**RECORDED INFORMATION**:
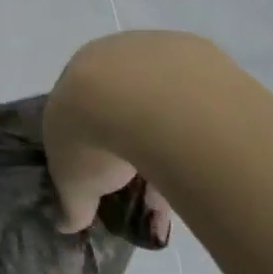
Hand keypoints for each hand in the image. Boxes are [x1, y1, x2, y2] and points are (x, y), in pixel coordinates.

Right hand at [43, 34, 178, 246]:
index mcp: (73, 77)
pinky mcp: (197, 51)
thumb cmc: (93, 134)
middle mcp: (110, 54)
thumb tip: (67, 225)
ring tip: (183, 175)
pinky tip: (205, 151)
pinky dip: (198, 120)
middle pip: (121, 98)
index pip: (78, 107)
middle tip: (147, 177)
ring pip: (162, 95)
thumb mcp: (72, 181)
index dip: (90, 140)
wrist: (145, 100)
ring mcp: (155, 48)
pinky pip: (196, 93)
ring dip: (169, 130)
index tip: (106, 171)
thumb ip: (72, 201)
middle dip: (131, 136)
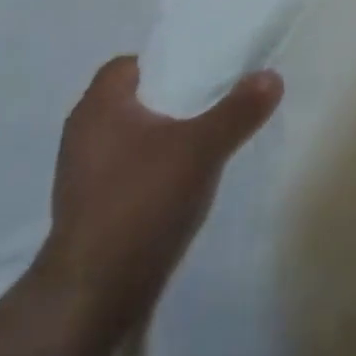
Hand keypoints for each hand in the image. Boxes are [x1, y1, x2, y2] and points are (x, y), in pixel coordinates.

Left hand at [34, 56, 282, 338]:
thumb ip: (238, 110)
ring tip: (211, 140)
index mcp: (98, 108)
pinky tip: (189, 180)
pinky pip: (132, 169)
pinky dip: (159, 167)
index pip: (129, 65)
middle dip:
...
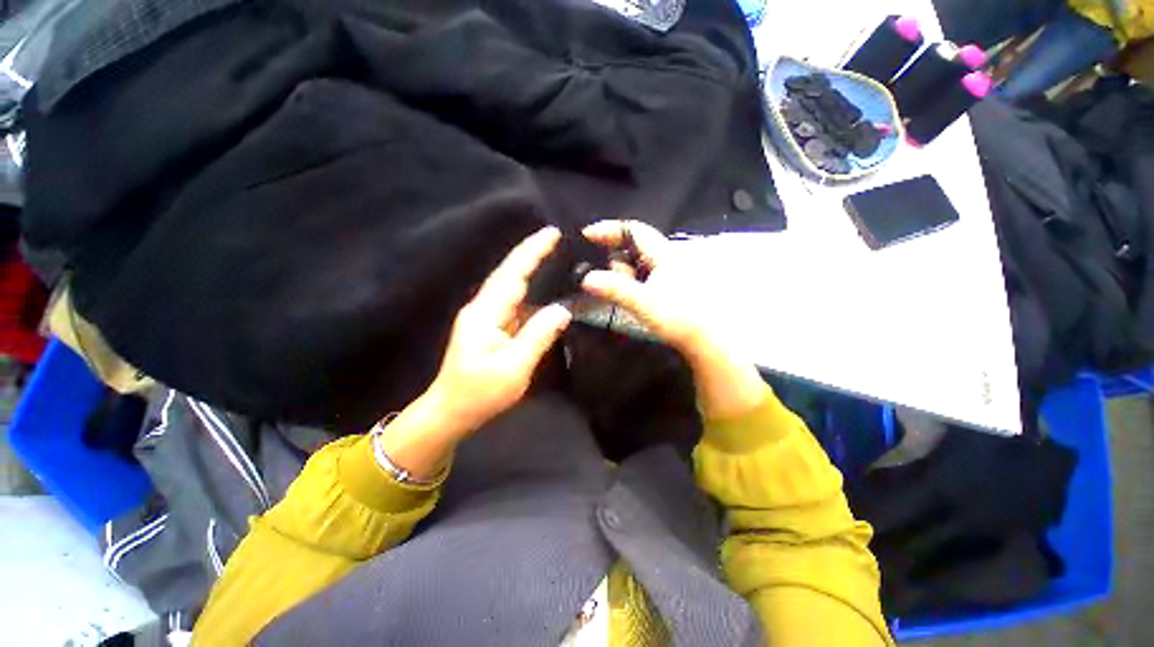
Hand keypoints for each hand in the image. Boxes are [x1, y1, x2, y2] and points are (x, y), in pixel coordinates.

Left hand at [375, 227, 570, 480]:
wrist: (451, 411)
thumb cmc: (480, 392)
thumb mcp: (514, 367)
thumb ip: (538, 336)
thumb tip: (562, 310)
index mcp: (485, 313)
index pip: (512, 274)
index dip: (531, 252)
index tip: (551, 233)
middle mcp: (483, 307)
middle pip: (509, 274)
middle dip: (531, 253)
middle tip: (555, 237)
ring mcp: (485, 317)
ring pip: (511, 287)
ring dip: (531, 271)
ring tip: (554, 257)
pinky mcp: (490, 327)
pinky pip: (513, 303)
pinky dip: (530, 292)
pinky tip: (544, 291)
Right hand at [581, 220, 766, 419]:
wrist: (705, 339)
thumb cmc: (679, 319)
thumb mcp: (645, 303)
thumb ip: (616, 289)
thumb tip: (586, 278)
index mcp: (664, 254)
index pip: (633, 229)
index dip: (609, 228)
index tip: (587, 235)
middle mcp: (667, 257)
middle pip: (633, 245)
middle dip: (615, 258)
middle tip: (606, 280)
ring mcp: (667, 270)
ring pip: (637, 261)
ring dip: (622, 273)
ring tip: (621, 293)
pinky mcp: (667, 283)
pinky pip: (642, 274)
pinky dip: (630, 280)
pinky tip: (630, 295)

**EXERCISE DETAILS**: When you reach the line holding "middle pip: (633, 245)" in the records above, begin reproducing exactly, stop after the line holding "pinky tip: (630, 295)", and output nothing else.

**ANSWER TO THE EXERCISE**:
middle pip: (633, 245)
middle dip: (615, 258)
middle tip: (606, 280)
ring mcp: (667, 270)
ring pip: (637, 261)
ring dip: (622, 273)
ring tip: (621, 293)
pinky mcp: (667, 283)
pinky pip: (642, 274)
pinky dip: (630, 280)
pinky tip: (630, 295)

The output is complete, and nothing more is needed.